Re: claim 27, Rozenberg, Connary, Weng and Trehan teach
27. (Previously Presented) The method of claim 26, wherein the schematic representation of the construction information comprises at least one of: an image, a visual mark, a dimension indicator, a risk indicator, an animation, and a color indicator. (“The UI may allow for the user to provide his location with a given construction site by positioning himself over a 2D blueprint(s) of the construction site, retrieved by the system server from the 3D construction site models database and relayed to the mobile device.”; Rozenberg, [0073], Fig. 2)
The mobile device displays blueprints (an image) of the construction site (the schematic representation of the construction information comprises: at least one of an image, a visual mark, a dimension indicator, a risk indicator, an animation, and a color indicator).
Re: claim 28, Rozenberg, Connary, Weng and Trehan teach
28. (Previously Presented) The method of claim 26, further comprising: detecting, by the virtual reality device or the augmented reality device, a change in location of the virtual reality device or the augmented reality device from the current location to a new location associated with new geospatial information, wherein detecting the change in location comprises ascertaining a change from the geospatial information to the new geospatial information. (“The shown mobile device further includes Device follow-up Sensors... using a combination of accelerometers and gyroscopes and/or magnetometers. Device Follow-up Sensors are utilized to follow the movement of the mobile space, deducting its ever changing position, orientation and/or viewing angle, as the user moves through the construction site...”; Rozenberg, [0075], Fig. 2)

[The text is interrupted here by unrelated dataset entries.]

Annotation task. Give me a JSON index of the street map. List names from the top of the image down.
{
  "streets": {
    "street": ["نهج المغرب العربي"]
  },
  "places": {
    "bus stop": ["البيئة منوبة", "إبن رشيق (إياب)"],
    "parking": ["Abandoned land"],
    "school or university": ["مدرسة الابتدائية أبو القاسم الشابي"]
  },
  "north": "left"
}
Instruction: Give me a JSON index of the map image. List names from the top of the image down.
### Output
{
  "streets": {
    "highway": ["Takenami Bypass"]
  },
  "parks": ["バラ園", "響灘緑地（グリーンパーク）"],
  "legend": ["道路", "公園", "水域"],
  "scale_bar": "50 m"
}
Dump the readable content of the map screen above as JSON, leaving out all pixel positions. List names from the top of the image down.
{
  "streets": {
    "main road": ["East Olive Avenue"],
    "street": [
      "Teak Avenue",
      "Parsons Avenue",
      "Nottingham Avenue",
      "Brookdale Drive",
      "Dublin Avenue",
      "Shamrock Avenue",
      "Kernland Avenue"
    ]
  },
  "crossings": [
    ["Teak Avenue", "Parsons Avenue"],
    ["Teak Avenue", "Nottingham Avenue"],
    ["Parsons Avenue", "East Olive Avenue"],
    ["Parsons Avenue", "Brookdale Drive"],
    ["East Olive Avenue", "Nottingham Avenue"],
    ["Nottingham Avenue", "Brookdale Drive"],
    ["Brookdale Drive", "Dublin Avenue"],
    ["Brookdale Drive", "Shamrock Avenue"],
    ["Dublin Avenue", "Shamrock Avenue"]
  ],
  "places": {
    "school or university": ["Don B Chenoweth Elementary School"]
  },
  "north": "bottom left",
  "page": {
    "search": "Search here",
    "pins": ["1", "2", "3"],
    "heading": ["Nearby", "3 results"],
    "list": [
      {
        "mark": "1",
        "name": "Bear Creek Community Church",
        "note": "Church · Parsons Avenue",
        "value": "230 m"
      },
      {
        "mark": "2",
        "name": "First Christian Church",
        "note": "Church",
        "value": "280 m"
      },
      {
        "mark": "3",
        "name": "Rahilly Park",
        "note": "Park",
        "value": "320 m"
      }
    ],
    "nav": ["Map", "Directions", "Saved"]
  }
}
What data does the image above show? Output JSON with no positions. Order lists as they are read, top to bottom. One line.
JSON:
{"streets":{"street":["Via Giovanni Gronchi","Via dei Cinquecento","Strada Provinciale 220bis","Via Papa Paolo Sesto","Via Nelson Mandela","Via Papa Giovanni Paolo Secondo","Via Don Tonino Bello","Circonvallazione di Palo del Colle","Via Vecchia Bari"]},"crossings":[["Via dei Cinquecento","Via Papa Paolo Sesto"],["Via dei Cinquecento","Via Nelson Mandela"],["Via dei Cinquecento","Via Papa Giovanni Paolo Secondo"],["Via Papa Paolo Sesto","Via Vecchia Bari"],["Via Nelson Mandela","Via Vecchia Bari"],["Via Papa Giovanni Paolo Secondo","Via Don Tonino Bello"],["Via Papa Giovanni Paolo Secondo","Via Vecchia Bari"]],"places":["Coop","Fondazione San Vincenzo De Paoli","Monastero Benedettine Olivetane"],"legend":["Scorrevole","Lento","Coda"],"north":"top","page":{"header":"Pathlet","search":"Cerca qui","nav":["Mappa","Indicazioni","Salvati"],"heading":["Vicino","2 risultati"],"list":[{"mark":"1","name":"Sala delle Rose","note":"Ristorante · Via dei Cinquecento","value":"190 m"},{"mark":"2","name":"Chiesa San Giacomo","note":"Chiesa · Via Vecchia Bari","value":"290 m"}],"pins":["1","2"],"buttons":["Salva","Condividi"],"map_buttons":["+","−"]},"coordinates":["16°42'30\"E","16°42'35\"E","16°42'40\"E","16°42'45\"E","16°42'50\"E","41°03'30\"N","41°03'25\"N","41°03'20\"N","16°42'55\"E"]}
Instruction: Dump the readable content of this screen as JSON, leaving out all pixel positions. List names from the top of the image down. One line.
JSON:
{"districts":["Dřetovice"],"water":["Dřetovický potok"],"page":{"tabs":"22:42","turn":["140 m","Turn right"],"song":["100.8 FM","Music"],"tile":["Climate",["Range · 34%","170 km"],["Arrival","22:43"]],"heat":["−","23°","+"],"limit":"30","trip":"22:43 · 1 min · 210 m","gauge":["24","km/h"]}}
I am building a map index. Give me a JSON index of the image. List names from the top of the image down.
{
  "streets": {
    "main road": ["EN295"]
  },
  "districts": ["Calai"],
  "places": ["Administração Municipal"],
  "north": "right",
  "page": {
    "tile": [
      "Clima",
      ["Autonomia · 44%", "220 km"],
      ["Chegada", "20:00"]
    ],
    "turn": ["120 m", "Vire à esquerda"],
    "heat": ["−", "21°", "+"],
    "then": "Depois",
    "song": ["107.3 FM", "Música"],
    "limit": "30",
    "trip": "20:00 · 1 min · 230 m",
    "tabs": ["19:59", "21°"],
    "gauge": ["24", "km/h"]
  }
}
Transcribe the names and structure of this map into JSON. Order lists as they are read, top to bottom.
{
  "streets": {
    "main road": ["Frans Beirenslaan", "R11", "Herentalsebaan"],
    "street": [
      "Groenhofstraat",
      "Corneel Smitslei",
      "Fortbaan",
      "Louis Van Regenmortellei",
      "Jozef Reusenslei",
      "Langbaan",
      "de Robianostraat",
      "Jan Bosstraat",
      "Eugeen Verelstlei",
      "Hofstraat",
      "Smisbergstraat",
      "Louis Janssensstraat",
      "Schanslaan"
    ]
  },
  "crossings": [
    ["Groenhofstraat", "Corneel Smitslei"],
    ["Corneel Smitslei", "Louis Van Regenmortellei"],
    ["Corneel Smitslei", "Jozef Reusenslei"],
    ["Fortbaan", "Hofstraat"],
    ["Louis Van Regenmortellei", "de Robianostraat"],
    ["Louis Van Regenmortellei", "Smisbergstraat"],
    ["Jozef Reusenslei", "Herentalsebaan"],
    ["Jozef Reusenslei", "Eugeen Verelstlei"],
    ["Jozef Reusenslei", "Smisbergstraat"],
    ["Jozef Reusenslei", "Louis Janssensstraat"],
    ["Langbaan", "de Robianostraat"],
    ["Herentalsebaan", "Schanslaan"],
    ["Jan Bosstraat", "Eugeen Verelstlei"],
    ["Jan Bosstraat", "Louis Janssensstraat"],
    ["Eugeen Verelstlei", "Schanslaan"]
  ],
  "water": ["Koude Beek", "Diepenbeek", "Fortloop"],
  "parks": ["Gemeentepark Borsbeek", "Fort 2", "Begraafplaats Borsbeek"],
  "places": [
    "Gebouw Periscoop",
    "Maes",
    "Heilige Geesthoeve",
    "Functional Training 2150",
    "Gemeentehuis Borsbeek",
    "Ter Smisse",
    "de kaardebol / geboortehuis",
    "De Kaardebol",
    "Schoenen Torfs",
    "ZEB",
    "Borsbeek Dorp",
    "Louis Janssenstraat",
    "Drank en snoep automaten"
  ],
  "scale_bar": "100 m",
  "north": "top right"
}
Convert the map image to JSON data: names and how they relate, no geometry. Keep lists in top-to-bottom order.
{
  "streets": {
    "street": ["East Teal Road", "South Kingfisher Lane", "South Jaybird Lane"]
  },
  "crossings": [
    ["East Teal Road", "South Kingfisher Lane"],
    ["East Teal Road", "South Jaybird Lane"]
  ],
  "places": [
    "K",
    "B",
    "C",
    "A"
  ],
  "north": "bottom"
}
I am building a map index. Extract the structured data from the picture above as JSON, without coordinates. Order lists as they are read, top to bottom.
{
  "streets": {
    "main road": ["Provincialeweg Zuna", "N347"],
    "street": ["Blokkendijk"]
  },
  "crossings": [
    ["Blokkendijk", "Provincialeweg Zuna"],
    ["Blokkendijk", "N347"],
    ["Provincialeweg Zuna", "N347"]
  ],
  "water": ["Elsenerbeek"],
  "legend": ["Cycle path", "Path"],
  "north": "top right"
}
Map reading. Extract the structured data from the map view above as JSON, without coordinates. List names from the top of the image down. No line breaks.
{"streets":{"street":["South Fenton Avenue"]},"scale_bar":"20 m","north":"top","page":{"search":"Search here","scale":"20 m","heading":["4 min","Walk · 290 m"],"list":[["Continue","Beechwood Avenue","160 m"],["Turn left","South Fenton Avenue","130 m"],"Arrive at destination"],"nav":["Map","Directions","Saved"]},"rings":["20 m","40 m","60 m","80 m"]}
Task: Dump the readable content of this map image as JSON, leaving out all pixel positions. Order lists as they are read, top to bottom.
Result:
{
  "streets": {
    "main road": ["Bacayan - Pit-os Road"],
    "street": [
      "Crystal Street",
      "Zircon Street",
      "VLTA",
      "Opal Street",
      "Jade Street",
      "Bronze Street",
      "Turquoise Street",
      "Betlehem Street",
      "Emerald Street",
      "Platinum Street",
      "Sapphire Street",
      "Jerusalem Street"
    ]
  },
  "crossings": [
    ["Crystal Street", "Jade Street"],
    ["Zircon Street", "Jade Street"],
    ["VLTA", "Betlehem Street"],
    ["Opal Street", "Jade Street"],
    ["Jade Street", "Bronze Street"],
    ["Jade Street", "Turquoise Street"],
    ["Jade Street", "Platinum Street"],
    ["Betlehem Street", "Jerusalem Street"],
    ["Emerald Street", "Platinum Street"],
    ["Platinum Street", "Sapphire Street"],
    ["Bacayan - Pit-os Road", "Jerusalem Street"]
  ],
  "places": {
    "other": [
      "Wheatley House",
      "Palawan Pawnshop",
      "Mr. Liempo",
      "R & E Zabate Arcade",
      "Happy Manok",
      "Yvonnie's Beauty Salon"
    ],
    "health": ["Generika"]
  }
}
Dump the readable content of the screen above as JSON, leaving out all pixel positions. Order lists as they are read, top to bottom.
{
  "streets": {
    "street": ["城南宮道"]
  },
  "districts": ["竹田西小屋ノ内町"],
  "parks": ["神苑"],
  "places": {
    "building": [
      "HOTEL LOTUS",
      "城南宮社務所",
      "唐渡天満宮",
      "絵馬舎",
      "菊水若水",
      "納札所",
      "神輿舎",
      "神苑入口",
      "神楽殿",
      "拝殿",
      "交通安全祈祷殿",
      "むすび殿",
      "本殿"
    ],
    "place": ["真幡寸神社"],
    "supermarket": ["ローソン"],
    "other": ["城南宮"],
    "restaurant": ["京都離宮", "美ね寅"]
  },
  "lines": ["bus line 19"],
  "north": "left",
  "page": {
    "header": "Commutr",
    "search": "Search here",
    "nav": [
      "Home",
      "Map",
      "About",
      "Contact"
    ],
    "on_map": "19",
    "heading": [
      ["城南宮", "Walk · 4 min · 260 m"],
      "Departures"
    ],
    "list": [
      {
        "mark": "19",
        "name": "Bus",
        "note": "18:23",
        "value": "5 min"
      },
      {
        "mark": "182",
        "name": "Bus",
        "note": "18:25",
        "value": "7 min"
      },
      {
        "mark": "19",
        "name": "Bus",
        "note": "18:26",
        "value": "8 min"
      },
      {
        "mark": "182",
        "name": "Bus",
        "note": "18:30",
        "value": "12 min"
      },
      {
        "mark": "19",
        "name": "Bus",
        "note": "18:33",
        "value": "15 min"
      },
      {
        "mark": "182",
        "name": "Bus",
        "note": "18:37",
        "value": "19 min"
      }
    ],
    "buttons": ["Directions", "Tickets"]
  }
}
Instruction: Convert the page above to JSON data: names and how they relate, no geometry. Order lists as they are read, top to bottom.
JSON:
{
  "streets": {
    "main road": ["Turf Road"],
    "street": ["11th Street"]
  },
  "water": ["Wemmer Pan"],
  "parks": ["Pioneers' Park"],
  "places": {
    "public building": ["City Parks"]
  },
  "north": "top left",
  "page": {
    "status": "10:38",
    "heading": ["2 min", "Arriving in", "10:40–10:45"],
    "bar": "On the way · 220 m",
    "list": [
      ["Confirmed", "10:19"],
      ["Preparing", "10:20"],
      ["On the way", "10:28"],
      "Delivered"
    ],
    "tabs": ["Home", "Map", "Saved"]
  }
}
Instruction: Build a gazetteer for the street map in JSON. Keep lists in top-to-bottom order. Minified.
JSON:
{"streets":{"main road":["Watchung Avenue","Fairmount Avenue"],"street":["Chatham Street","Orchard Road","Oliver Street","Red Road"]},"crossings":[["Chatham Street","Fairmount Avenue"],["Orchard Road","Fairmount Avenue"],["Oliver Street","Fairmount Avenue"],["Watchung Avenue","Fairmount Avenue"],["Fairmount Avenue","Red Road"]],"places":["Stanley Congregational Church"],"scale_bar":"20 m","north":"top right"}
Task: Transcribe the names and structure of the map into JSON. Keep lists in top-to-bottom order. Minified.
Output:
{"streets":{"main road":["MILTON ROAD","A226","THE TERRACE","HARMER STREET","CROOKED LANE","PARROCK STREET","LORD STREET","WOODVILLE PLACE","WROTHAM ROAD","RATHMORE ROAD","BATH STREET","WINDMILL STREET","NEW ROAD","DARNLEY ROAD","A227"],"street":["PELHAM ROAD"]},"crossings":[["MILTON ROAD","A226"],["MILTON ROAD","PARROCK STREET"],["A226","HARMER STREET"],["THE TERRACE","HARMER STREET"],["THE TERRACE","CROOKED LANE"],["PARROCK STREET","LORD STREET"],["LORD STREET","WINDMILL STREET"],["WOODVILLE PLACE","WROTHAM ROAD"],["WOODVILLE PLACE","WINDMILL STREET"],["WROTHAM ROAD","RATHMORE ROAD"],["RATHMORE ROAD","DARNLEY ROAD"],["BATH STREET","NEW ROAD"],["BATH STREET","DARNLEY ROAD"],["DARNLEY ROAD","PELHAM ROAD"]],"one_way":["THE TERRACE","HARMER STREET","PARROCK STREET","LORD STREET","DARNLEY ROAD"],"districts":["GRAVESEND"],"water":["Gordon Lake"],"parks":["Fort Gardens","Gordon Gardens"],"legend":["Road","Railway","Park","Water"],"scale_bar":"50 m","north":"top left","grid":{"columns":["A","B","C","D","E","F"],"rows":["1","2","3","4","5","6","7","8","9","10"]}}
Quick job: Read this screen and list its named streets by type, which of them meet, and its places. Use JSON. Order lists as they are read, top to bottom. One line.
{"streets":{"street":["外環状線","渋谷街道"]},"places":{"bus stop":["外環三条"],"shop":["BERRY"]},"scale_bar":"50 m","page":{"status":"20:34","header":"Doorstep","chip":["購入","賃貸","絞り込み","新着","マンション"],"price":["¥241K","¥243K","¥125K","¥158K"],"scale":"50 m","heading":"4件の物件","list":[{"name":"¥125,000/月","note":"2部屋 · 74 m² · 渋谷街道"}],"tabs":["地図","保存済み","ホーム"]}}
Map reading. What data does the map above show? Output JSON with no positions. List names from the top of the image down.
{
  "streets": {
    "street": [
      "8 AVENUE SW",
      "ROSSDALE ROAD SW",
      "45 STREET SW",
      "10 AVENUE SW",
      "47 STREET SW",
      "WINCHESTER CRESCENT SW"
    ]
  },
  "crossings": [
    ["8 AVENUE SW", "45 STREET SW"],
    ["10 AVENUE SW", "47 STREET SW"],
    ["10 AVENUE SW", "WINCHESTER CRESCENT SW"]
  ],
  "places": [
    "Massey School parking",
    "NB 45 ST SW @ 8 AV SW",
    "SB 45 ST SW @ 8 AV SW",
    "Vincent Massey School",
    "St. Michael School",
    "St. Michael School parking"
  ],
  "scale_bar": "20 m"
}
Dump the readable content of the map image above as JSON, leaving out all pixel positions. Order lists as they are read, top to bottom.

Fig. 2 illustrates that the mobile device includes device follow-up sensors that detect the ever changing position of the mobile device (detecting, by the virtual reality or the augmented reality device, a change in location of the virtual reality device or the augmented reality device) as the user moves through the construction site (from the current location to a new location associated with new geospatial information, wherein detecting the change in location comprises ascertaining a change from the geospatial information to the new geospatial information).
Claim(s) 37 is/are rejected under 35 U.S.C. 103 as being unpatentable over Rozenberg, Connary, Weng and Trehan as applied to claim 36 above, and further in view of Bellaish et al. U.S. Pub. No. 2020/0151833.
Re: claim 37, Rozenberg, Connary, Weng and Trehan are silent regarding the annotations on the image comprise dimensions from one element to another element, in accordance with a relevant standard, wherein the dimensions are presented as a graphical representation superimposed on the image of the building, however, Bellaish teaches
37. (Previously Presented) The system of claim 36, wherein the annotations on the image comprise dimensions from one element to another element, in accordance with a relevant standard, wherein the dimensions are presented as a graphical representation superimposed on the image of the building. (“For example, an overlay presenting desired dimensions of an object (such as a room, a wall, a doorway, a window, a tile, an electrical box, etc.) may be presented over a depiction of the object, for example as textual information specifying the desired dimensions and/or the actual dimensions, as a line or a shape demonstrating the desired dimensions, and so forth.”; Bellaish, [0147])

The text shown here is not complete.